PhD defence: The Ignition Enigma: Dynamics of forest fire ignitions in boreal North America
PhD Candidate: Thomas Hessilt
Defence date: 18-11-2024
Time: 11:45
Institute: Vrije Universiteit Amsterdam
Location: Hoofdgebouw VU, De Boelelaan 1105, Amsterdam
Online: Livestream
PhD supervisors:
dr. S.S.N. Veraverbeke
prof.dr. G.R. van der Werf
Title thesis: The Ignition Enigma: Dynamics of forest fire ignitions in boreal North America
Abstract:
Fire is globally one of the main disturbance agents that regulate and shape ecosystems and this has been so for millennia. Globally, there has been a discrepancy between the global emergence of extreme fire weather from a warming climate which promotes fires and a recent decrease in burned area of around 25% between 1998 and 2015. However, in parts of the world, known as the extratropics, a positive relationship between more extreme fire weather and burned area has been observed. Especially the vast areas of boreal forest are less influenced by human activity, and thus burned area is driven by lightning ignitions. Globally, 2.5% of the annual burned area stems from boreal forest fires while a recent study found that 14% of the annual global carbon emission comes from boreal forest fires. The high fuel consumption and thus high emissions of carbon per unit burned area in the boreal forest has also caused the global fire carbon emissions to stabilize even with declines in global burned area. The important role of boreal fires on a local, regional, and global scale and its intricate interactions with carbon and vegetation dynamics as well as climate change, illustrates the need for a better understanding of the prerequisite drivers of boreal fire ignitions and the newly discovered overwintering fires. This thesis responds to the need by quantifying the importance of snow disappearance and the dynamic interplay between lightning, fuel, and fire weather on ignition and overwintering fires in boreal North America.

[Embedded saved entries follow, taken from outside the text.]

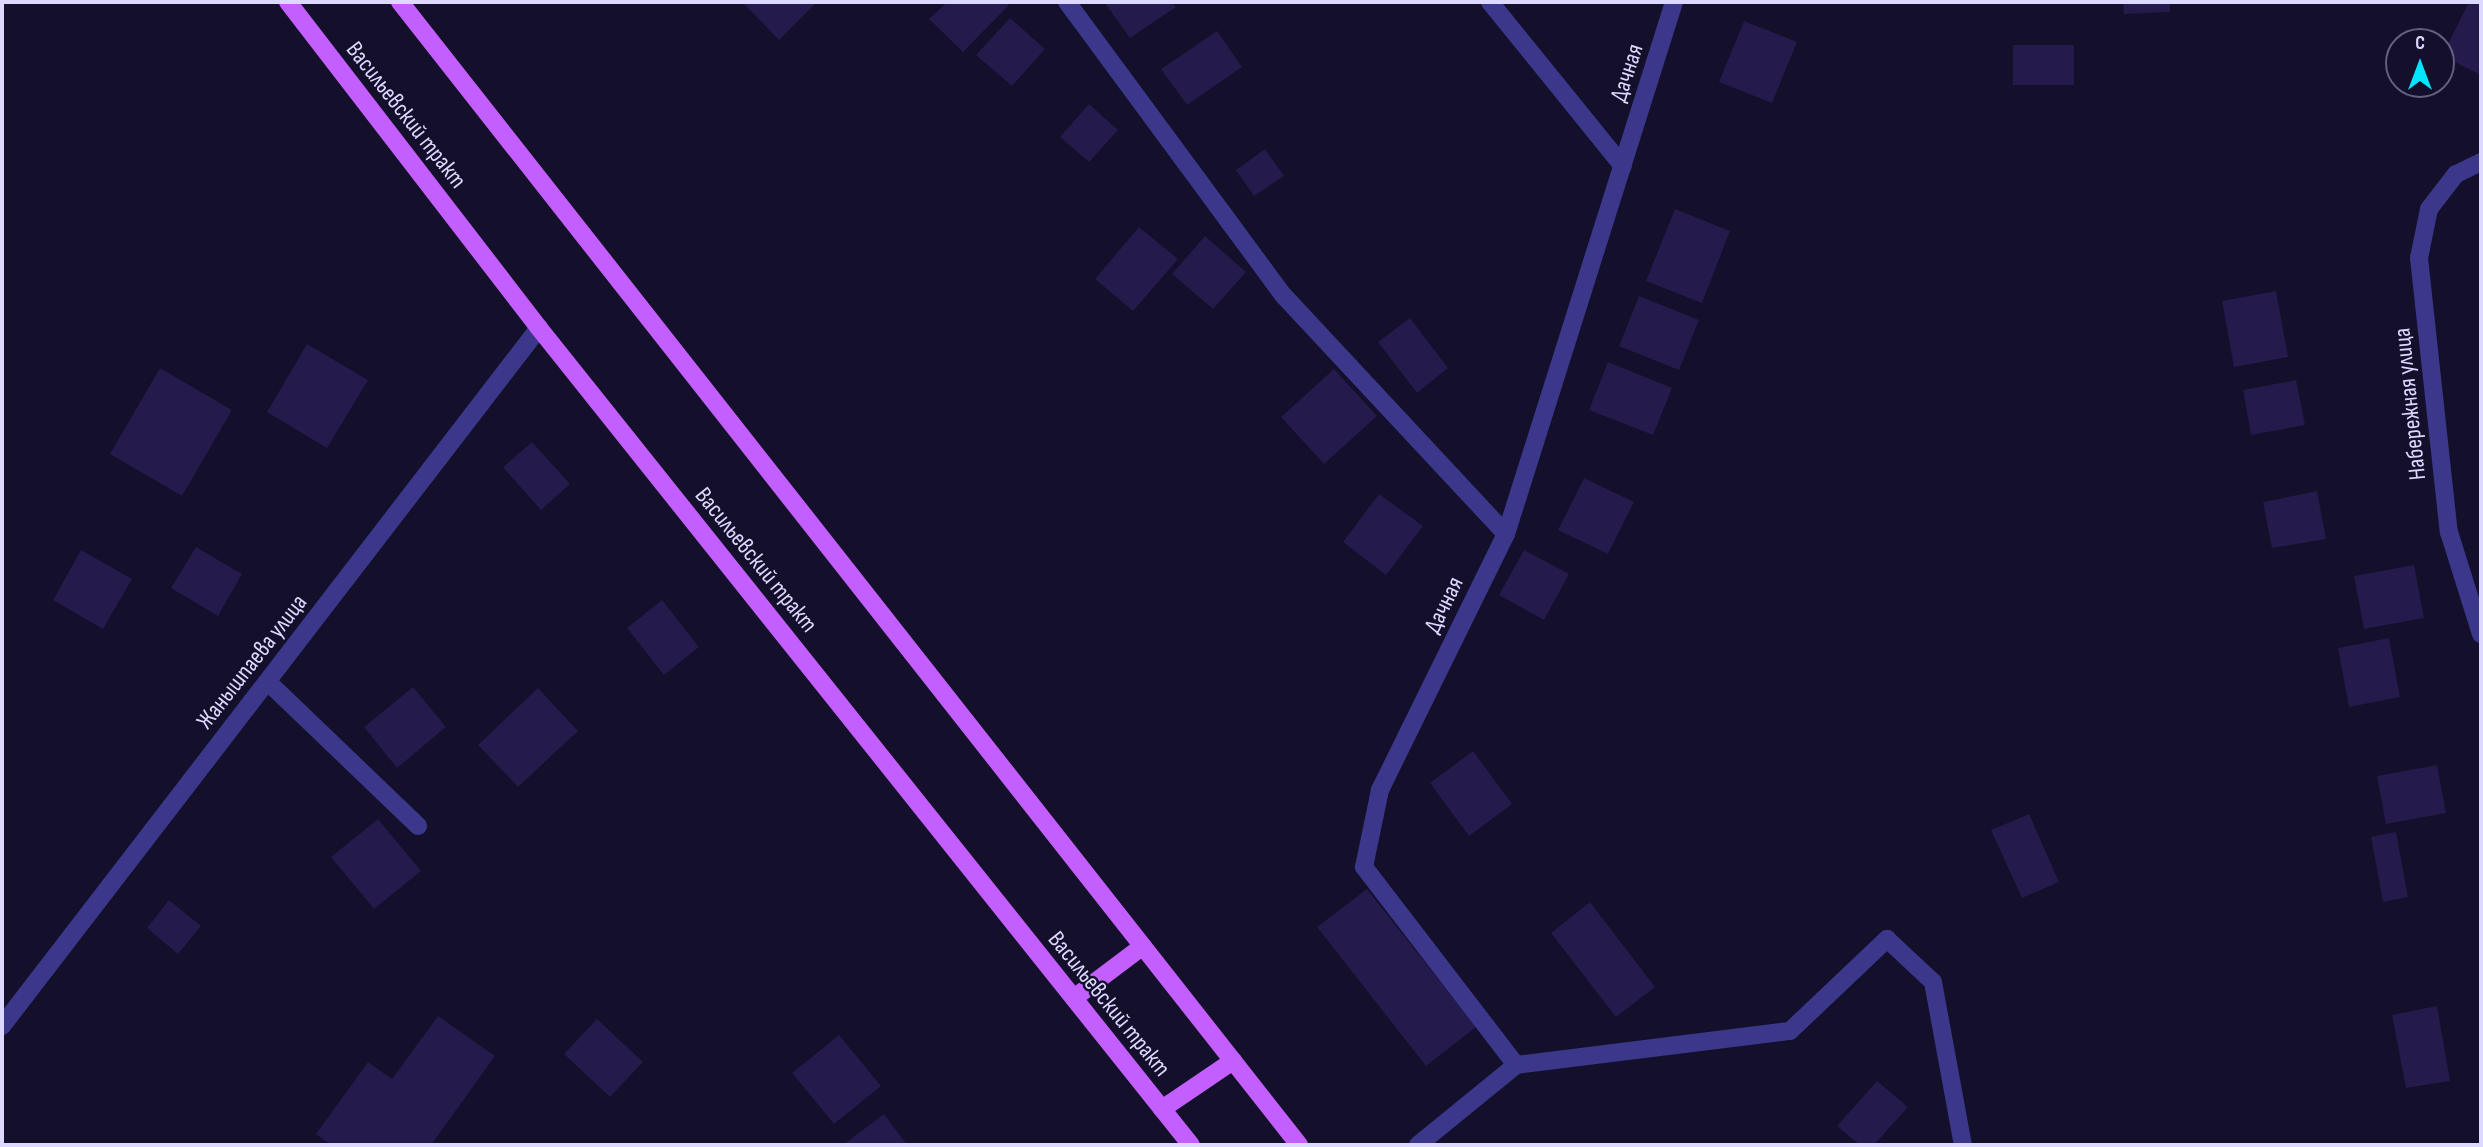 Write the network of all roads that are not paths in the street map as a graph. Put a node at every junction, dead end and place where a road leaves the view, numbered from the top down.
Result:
1 (288, 2) edge
2 (400, 2) edge
3 (1068, 2) edge
4 (1490, 2) edge
5 (1674, 2) edge
6 (2481, 162) edge
7 (1623, 166) junction
8 (539, 328) junction
9 (1506, 534) junction
10 (2481, 634) edge
11 (268, 682) junction
12 (418, 826) dead end
13 (1143, 946) junction
14 (1074, 998) junction
15 (2, 1026) edge
16 (1233, 1061) junction
17 (1516, 1065) junction
18 (1162, 1109) junction
19 (1191, 1145) edge
20 (1299, 1145) edge
21 (1418, 1145) edge
22 (1963, 1145) edge

1 - 8 main road, Васильевский тракт
2 - 13 main road
3 - 9 street
4 - 7 street
5 - 7 street, Дачная
6 - 10 street, Набережная улица
7 - 9 street, Дачная
8 - 11 street, Жанышпаева улица
8 - 14 main road, Васильевский тракт
9 - 17 street, Дачная
11 - 12 street
11 - 15 street, Жанышпаева улица
13 - 14 main road
13 - 16 main road
14 - 18 main road, Васильевский тракт
16 - 18 main road
16 - 20 main road
17 - 21 street
17 - 22 street
18 - 19 main road, Васильевский тракт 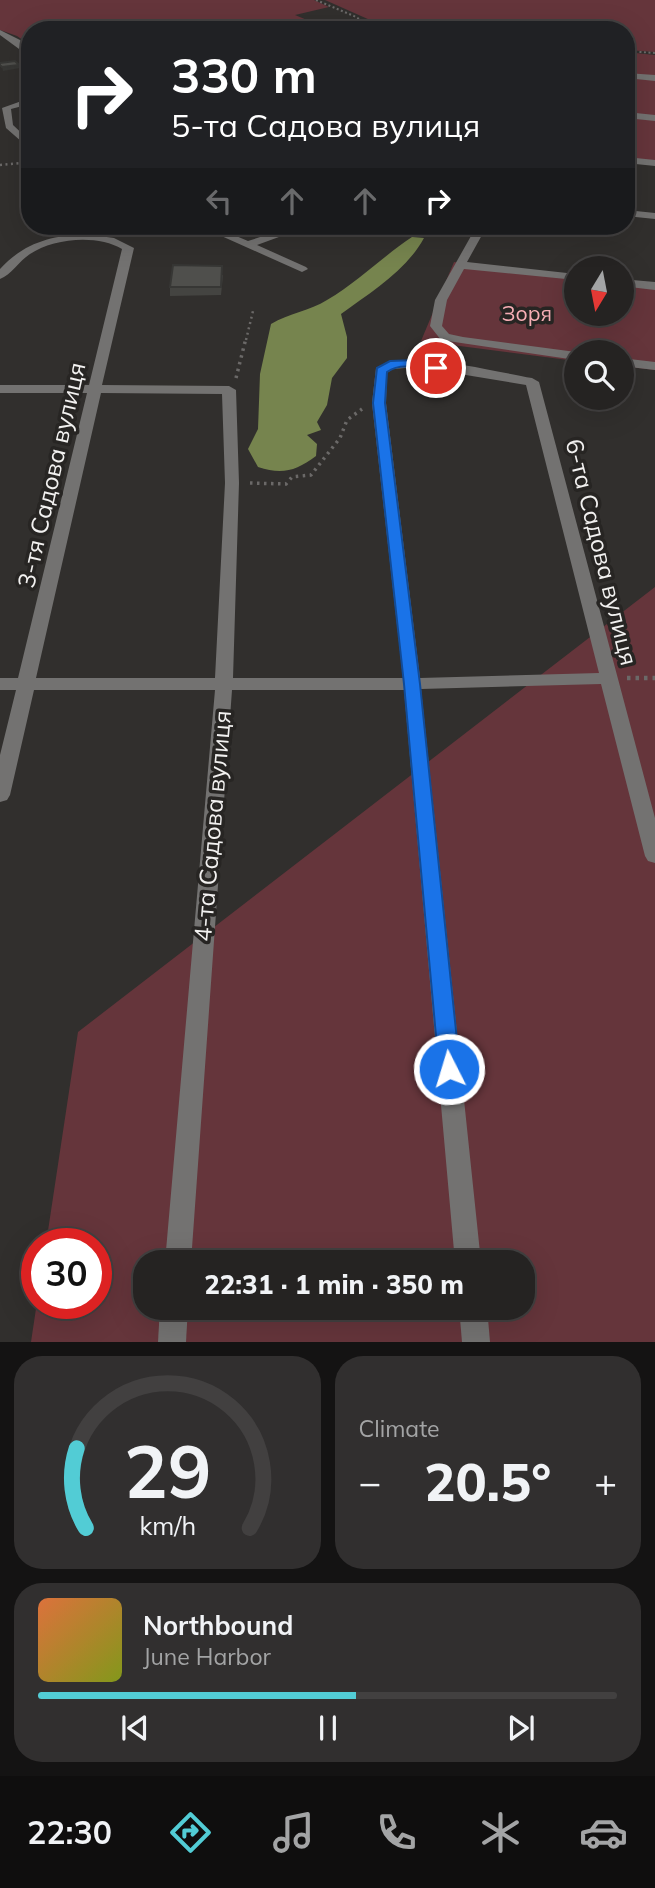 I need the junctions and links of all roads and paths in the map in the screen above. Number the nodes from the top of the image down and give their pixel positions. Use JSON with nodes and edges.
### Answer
{"nodes":[{"id":1,"x":316,"y":0,"type":"edge"},
{"id":2,"x":363,"y":21,"type":"edge"},
{"id":3,"x":0,"y":32,"type":"edge"},
{"id":4,"x":21,"y":45,"type":"edge"},
{"id":5,"x":635,"y":52,"type":"edge"},
{"id":6,"x":655,"y":53,"type":"edge"},
{"id":7,"x":635,"y":76,"type":"edge"},
{"id":8,"x":655,"y":78,"type":"edge"},
{"id":9,"x":21,"y":104,"type":"edge"},
{"id":10,"x":635,"y":117,"type":"edge"},
{"id":11,"x":655,"y":118,"type":"edge"},
{"id":12,"x":21,"y":137,"type":"edge"},
{"id":13,"x":635,"y":161,"type":"edge"},
{"id":14,"x":21,"y":163,"type":"edge"},
{"id":15,"x":655,"y":163,"type":"edge"},
{"id":16,"x":0,"y":165,"type":"edge"},
{"id":17,"x":635,"y":214,"type":"edge"},
{"id":18,"x":655,"y":216,"type":"edge"},
{"id":19,"x":224,"y":235,"type":"edge"},
{"id":20,"x":277,"y":235,"type":"edge"},
{"id":21,"x":476,"y":235,"type":"edge"},
{"id":22,"x":247,"y":245,"type":"junction"},
{"id":23,"x":459,"y":265,"type":"junction"},
{"id":24,"x":302,"y":269,"type":"dead end"},
{"id":25,"x":0,"y":276,"type":"edge"},
{"id":26,"x":564,"y":277,"type":"edge"},
{"id":27,"x":634,"y":284,"type":"edge"},
{"id":28,"x":655,"y":286,"type":"edge"},
{"id":29,"x":253,"y":311,"type":"dead end"},
{"id":30,"x":564,"y":354,"type":"edge"},
{"id":31,"x":634,"y":364,"type":"edge"},
{"id":32,"x":655,"y":366,"type":"edge"},
{"id":33,"x":94,"y":388,"type":"junction"},
{"id":34,"x":0,"y":389,"type":"edge"},
{"id":35,"x":229,"y":390,"type":"junction"},
{"id":36,"x":379,"y":403,"type":"junction"},
{"id":37,"x":232,"y":482,"type":"junction"},
{"id":38,"x":609,"y":678,"type":"junction"},
{"id":39,"x":223,"y":683,"type":"junction"},
{"id":40,"x":0,"y":684,"type":"edge"},
{"id":41,"x":26,"y":684,"type":"junction"},
{"id":42,"x":412,"y":684,"type":"junction"},
{"id":43,"x":0,"y":794,"type":"edge"},
{"id":44,"x":655,"y":856,"type":"edge"},
{"id":45,"x":179,"y":1250,"type":"edge"},
{"id":46,"x":467,"y":1250,"type":"edge"},
{"id":47,"x":173,"y":1320,"type":"edge"},
{"id":48,"x":474,"y":1320,"type":"edge"},
{"id":49,"x":172,"y":1342,"type":"edge"},
{"id":50,"x":476,"y":1342,"type":"edge"}],
"edges":[{"from":1,"to":2,"type":"path"},
{"from":3,"to":4,"type":"street"},
{"from":5,"to":6,"type":"path"},
{"from":7,"to":8,"type":"street"},
{"from":9,"to":12,"type":"street"},
{"from":10,"to":11,"type":"street"},
{"from":13,"to":15,"type":"street"},
{"from":14,"to":16,"type":"path"},
{"from":17,"to":18,"type":"street"},
{"from":19,"to":22,"type":"street"},
{"from":20,"to":22,"type":"street"},
{"from":21,"to":23,"type":"street"},
{"from":22,"to":24,"type":"street"},
{"from":23,"to":26,"type":"street"},
{"from":23,"to":30,"type":"street"},
{"from":25,"to":33,"type":"street","name":"3-тя Садова вулиця"},
{"from":27,"to":28,"type":"street"},
{"from":29,"to":35,"type":"path"},
{"from":31,"to":32,"type":"street"},
{"from":33,"to":34,"type":"street"},
{"from":33,"to":35,"type":"street"},
{"from":33,"to":41,"type":"street","name":"3-тя Садова вулиця"},
{"from":35,"to":37,"type":"street","name":"4-та Садова вулиця"},
{"from":36,"to":37,"type":"path"},
{"from":36,"to":38,"type":"street","name":"6-та Садова вулиця"},
{"from":36,"to":42,"type":"street"},
{"from":37,"to":39,"type":"street","name":"4-та Садова вулиця"},
{"from":38,"to":42,"type":"street"},
{"from":38,"to":44,"type":"street","name":"6-та Садова вулиця"},
{"from":39,"to":41,"type":"street"},
{"from":39,"to":42,"type":"street"},
{"from":39,"to":45,"type":"street","name":"4-та Садова вулиця"},
{"from":40,"to":41,"type":"street"},
{"from":41,"to":43,"type":"street","name":"3-тя Садова вулиця"},
{"from":42,"to":46,"type":"street"},
{"from":47,"to":49,"type":"street"},
{"from":48,"to":50,"type":"street"}]} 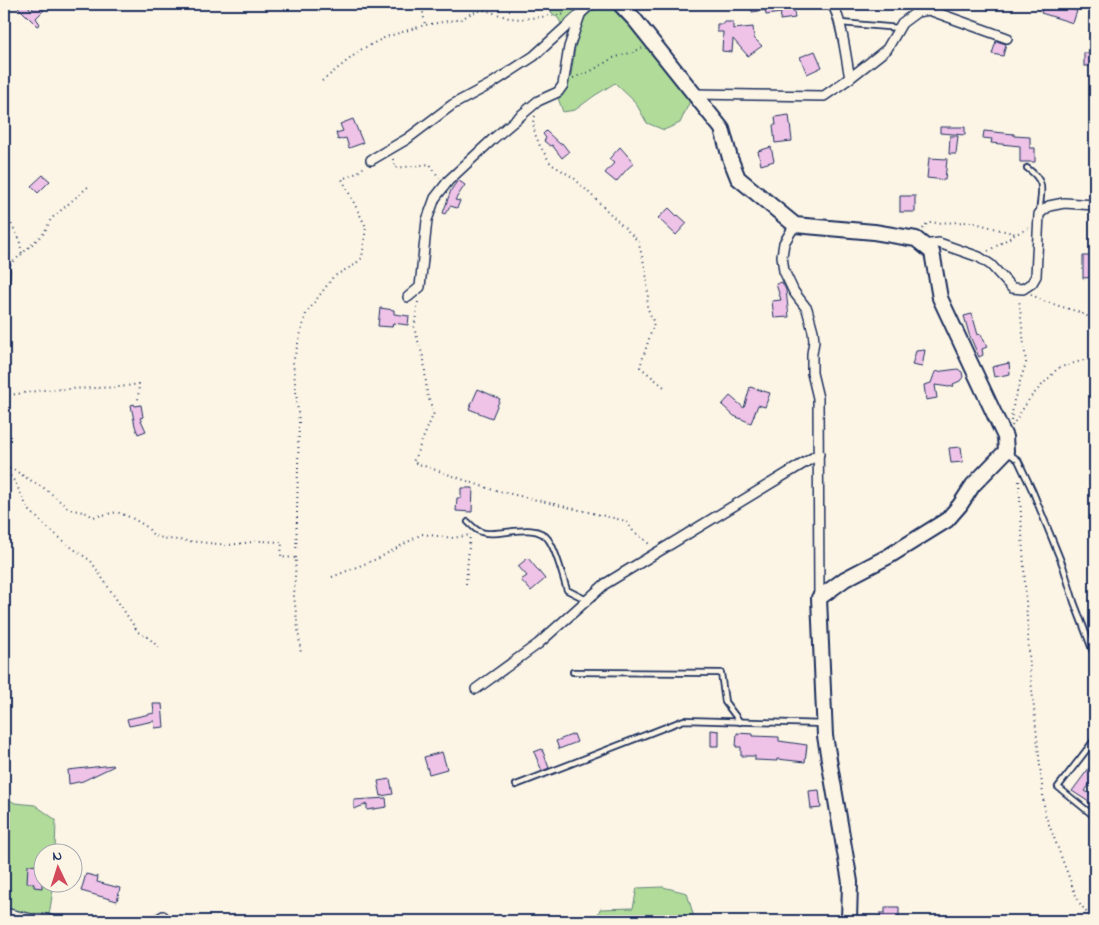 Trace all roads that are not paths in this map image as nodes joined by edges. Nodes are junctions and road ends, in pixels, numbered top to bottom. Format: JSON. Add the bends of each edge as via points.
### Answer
{"nodes":[{"id":1,"x":591,"y":4,"type":"edge"},
{"id":2,"x":620,"y":4,"type":"edge"},
{"id":3,"x":832,"y":4,"type":"edge"},
{"id":4,"x":939,"y":4,"type":"edge"},
{"id":5,"x":923,"y":8,"type":"edge"},
{"id":6,"x":582,"y":12,"type":"junction"},
{"id":7,"x":839,"y":23,"type":"junction"},
{"id":8,"x":899,"y":28,"type":"junction"},
{"id":9,"x":1008,"y":38,"type":"dead end"},
{"id":10,"x":850,"y":78,"type":"junction"},
{"id":11,"x":694,"y":94,"type":"junction"},
{"id":12,"x":371,"y":160,"type":"road end"},
{"id":13,"x":1027,"y":168,"type":"dead end"},
{"id":14,"x":1095,"y":205,"type":"edge"},
{"id":15,"x":1039,"y":219,"type":"junction"},
{"id":16,"x":795,"y":225,"type":"junction"},
{"id":17,"x":920,"y":242,"type":"junction"},
{"id":18,"x":5,"y":271,"type":"road end"},
{"id":19,"x":4,"y":282,"type":"edge"},
{"id":20,"x":408,"y":297,"type":"dead end"},
{"id":21,"x":1006,"y":451,"type":"junction"},
{"id":22,"x":819,"y":454,"type":"junction"},
{"id":23,"x":468,"y":522,"type":"dead end"},
{"id":24,"x":819,"y":598,"type":"junction"},
{"id":25,"x":587,"y":600,"type":"junction"},
{"id":26,"x":1095,"y":657,"type":"edge"},
{"id":27,"x":573,"y":672,"type":"dead end"},
{"id":28,"x":476,"y":689,"type":"dead end"},
{"id":29,"x":740,"y":722,"type":"junction"},
{"id":30,"x":825,"y":724,"type":"junction"},
{"id":31,"x":1095,"y":739,"type":"edge"},
{"id":32,"x":516,"y":786,"type":"dead end"},
{"id":33,"x":1095,"y":817,"type":"edge"},
{"id":34,"x":4,"y":913,"type":"edge"},
{"id":35,"x":52,"y":921,"type":"edge"},
{"id":36,"x":849,"y":921,"type":"edge"}],
"edges":[{"from":1,"to":6,"type":"street"},
{"from":2,"to":11,"type":"street"},
{"from":3,"to":7,"type":"street"},
{"from":4,"to":5,"type":"street"},
{"from":5,"to":8,"type":"street"},
{"from":5,"to":9,"type":"street"},
{"from":6,"to":12,"type":"street","via":[[534,56],[452,105],[407,139]]},
{"from":6,"to":20,"type":"street","via":[[569,47],[564,82],[558,92],[538,101],[493,139],[436,198],[427,220],[420,287]]},
{"from":7,"to":8,"type":"lane"},
{"from":7,"to":10,"type":"street"},
{"from":8,"to":10,"type":"street","via":[[887,49]]},
{"from":10,"to":11,"type":"street","via":[[824,96]]},
{"from":11,"to":16,"type":"street","via":[[722,129],[738,178]]},
{"from":13,"to":15,"type":"lane","via":[[1042,184]]},
{"from":14,"to":15,"type":"street","via":[[1064,203],[1049,206]]},
{"from":15,"to":17,"type":"street","via":[[1036,276],[1022,289],[1012,288],[979,257],[939,243]]},
{"from":16,"to":17,"type":"street","via":[[874,232]]},
{"from":16,"to":22,"type":"street","via":[[784,243],[782,256],[784,271],[807,309],[813,331],[812,373],[818,398]]},
{"from":17,"to":21,"type":"street","via":[[932,252],[940,298],[1005,437]]},
{"from":18,"to":19,"type":"street"},
{"from":21,"to":24,"type":"street","via":[[973,485],[947,520],[845,579]]},
{"from":21,"to":26,"type":"lane","via":[[1018,460],[1033,492]]},
{"from":22,"to":24,"type":"street"},
{"from":22,"to":25,"type":"street","via":[[605,584]]},
{"from":23,"to":25,"type":"lane","via":[[478,531],[491,533],[539,532],[548,538],[567,590]]},
{"from":24,"to":30,"type":"street"},
{"from":25,"to":28,"type":"street","via":[[538,644]]},
{"from":27,"to":29,"type":"lane","via":[[721,673],[725,702]]},
{"from":29,"to":30,"type":"lane"},
{"from":29,"to":32,"type":"lane","via":[[684,720]]},
{"from":30,"to":36,"type":"street","via":[[850,882]]},
{"from":31,"to":33,"type":"lane","via":[[1058,787]]},
{"from":34,"to":35,"type":"street"}]}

Recent changes in snow disappearance timing and the number of fire ignitions across boreal North America showed a clear west-east divergence. Regardless of the spatial and temporal trends, the snow disappearance timing correlated significantly positively with the timing of the ignitions across all ecoregions in boreal North America. This relationship, however, was observed for all ignition sources i.e. human, lightning, and unknown. The annual earliest 20% ignitions resulted in fires growing around 77% larger on average compared to the late-season ignitions. Warm and dry weather as well as fuel loads also promoted snowmelt and ignition timing. Similarly, the lightning ignition efficiency over Alaska, USA, and the Northwest Territories, Canada was largely driven by top-down fire weather conditions. The short-term (within a day) drying of organic soils and the lack of precipitation accompanying the thunderstorm influenced the lightning ignition efficiency strongly. Especially the occurrence of dry lightning (less than 2.5 mm precipitation) exerted an important control over lightning ignitions in boreal forests, but it can vary at landscape scale. Recent climate changes have also led to changes in the fire season length with overwintering fires being more prevalent. By spatiotemporally extrapolating our algorithm, we estimate that around 1% and 1.2% of the total burned area stemmed from reburning of overwintering fires between 1986 and 2020 in Interior Boreal Alaska and the Taiga Plains. Denser evergreen forest in microtopographical uplands were more prone to overwintering reburns. This indicates that productive forests may provide mechanisms for overwintering reburns by combustion of tree boles and roots.